An Alstom “Coradia iLint” train, touted by the company as the “world’s first hydrogen powered train.” It’s an example of what ‘Rally for Rail’ proponents want to see used along the existing Interurban line from Surrey to Chilliwack. (Photo: Alstom)

Service on Interurban rail would be expensive, miss key destinations: TransLink

Those pitching passenger service along the existing track call TransLink’s review ‘seriously flawed’

TransLink has released a report written for Lower Mainland mayors to assist in evaluating the pros and cons of a proposal to reactive passenger rail service along the existing Interurban line from Surrey to Chilliwack.

According to TransLink, activating passenger service on the line has “less attractive travel times between key destinations” due to a less direct route (compared to other alternatives); would not connect to key areas such as Surrey Central and Langley City; and would require “significant capital investments” to meet safety requirements and reliability objectives.

But TransLink’s review is being called “seriously flawed” by those pitching the plan.

A 99-kilometre, 90-minute route with 12 stops is proposed by the South Fraser Community Rail group, which says reactivated service on the existing interurban rail line would serve about 1.2 million residents in the region.

The TransLink report was released as proponents behind the push are holding “Rally for Rail” meetings, touting the use of “emissions-free hydrogen powered trains” along the track.

Behind the push is former B.C. premier Bill Vander Zalm, former Langley Township mayor Rick Green and also Patrick Condon, founder of UBC’s Urban Design program.

The group argues their train proposal would cost an estimated $12.5 million per kilometre, compared to the now-dead Surrey light-rail project’s estimated $157 million per kilometre (a figure provided by TransLink last September.)

SEE ALSO: ‘Rally for Rail’ meetings tout hydrogen-powered passenger train from Surrey to Chilliwack

RELATED: Plan to put hydrogen trains on interurban line from Surrey to Chilliwack picks up speed

TransLink argues it would be expensive, given safety regulations.

“To meet Transport Canada requirements for rail passenger safety, LRT vehicles must either be separated from freight train traffic through scheduling, or physically, by constructing separate tracks,” according to a 2012 TransLink study that evaluated the interurban corridor as a potential route for rapid transit expansion.

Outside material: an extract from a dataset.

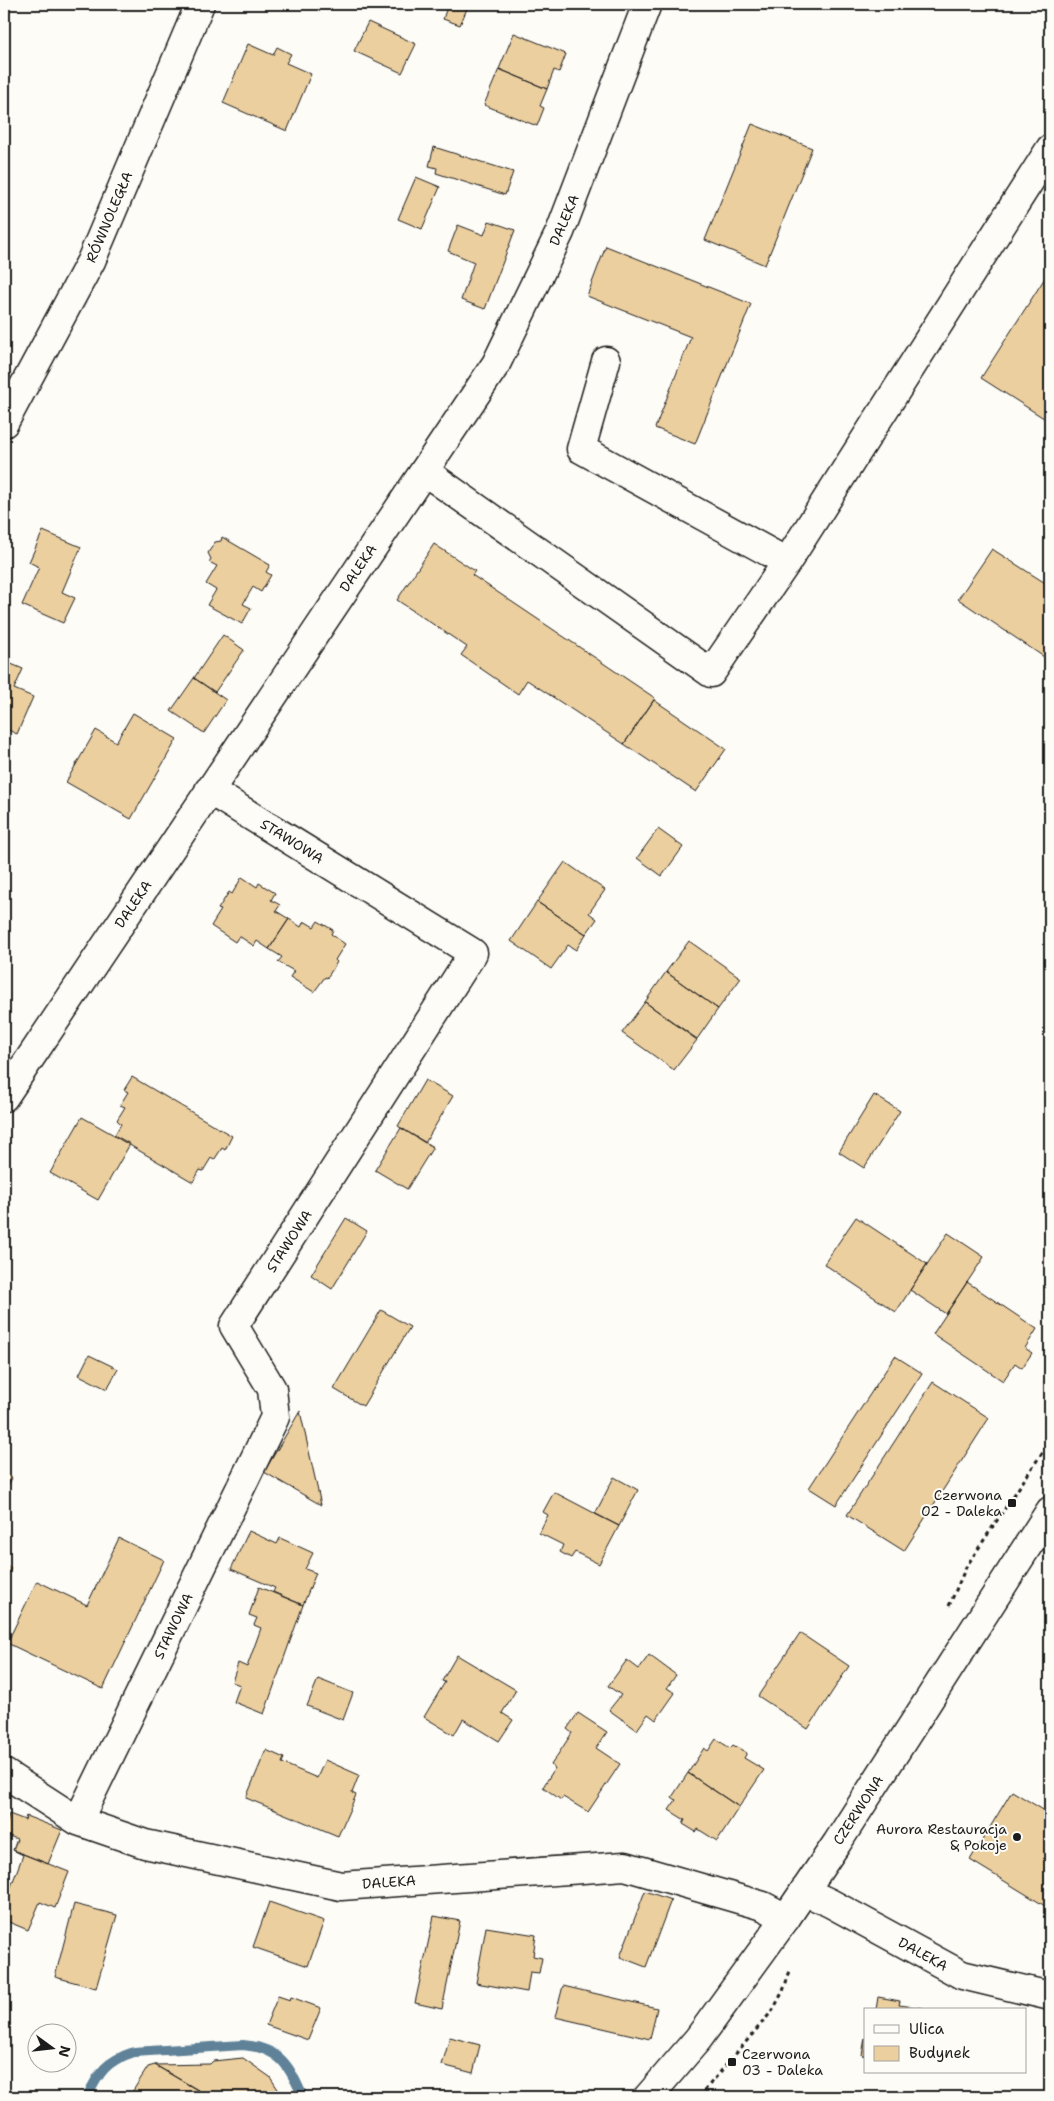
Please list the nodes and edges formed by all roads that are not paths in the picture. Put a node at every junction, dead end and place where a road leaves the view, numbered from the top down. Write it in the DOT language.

The report states that “constructing additional track and stations, acquiring right of way to add the tracks along the existing interurban corridor, and overcoming related construction challenges would be costly.”

TransLink’s most recent report summarizes the findings of the 2010-2012 Surrey Rapid Transit Study, when the transit authority assessed the interurban section between Scott Road and Langley to “explore merits of utilizing the Interurban corridor for fast, frequent, and reliable rapid transit service compared to Fraser Highway or King George Boulevard.”

At the time, TransLink notes, the “Interurban corridor was not selected, nor recommended for further consideration” for the aforementioned reasons and others, including freight volumes along the rail line that are expected to increase as well as potential environmental risks as the corridor travels along the Agricultural Land Reserve and floodplains of the Serpentine River.

The 2012 assessment study also pointed to land use along the corridor being lower density than other routes, and noted that it runs through a significant amount of agricultural lands, “resulting in lower potential ridership catchment near stations.”

“If there was a request to revisit previous assessment that this corridor could not effectively meet the objectives for rapid transit, the above and other challenges would need to be reviewed in the current context to provide an updated assessment of the transportation performance of the line,” the report notes. “TransLink staff have not completed an updated assessment of this idea.”

The new element of the interurban proposal – the potential use of hydrogen fuel cell trains – has not been evaluated by TransLink.

“The concept of using existing rail corridors and infrastructure in the rapidly-growing Lower Mainland is one that TransLink will be exploring through the update to the long-range strategy, Transport 2050,” TransLink’s report to the region’s mayors notes. “Transport 2050 will examine the long-term demand for improved inter-regional connections between the Metro Vancouver region and the Fraser Valley and examine what corridors could viably serve that demand. TransLink staff have met with proponents of the idea twice in lengthy meetings to hear the proposal and have shared with the group that management will be recommending that the Interurban concept be considered through the Transport 2050 process.”

But Green with South Fraser Community Rail called the TransLink evaluation “seriously flawed.”

“We have done a professionally supported critique on the TransLink reports which will be released by Monday next week,” said Green.

“To me and all of our team TransLink are embarrassing themselves with the material they are producing in support of their decisions,” he said. “One thing is sure, we have woken them up to a fight against their irresponsible decisions. The fact is TransLink staff have been receiving a fair number of questions from the region’s mayors about the Interurban because frankly very few of them knew anything about it.”

The Mayor’s Council on Regional Transportation has seen the report in a closed meeting, which was subsequently released to the public ahead of their June meeting. The region’s mayors are expected to receive the report as information at their next public meeting on June 27 in New Westminster.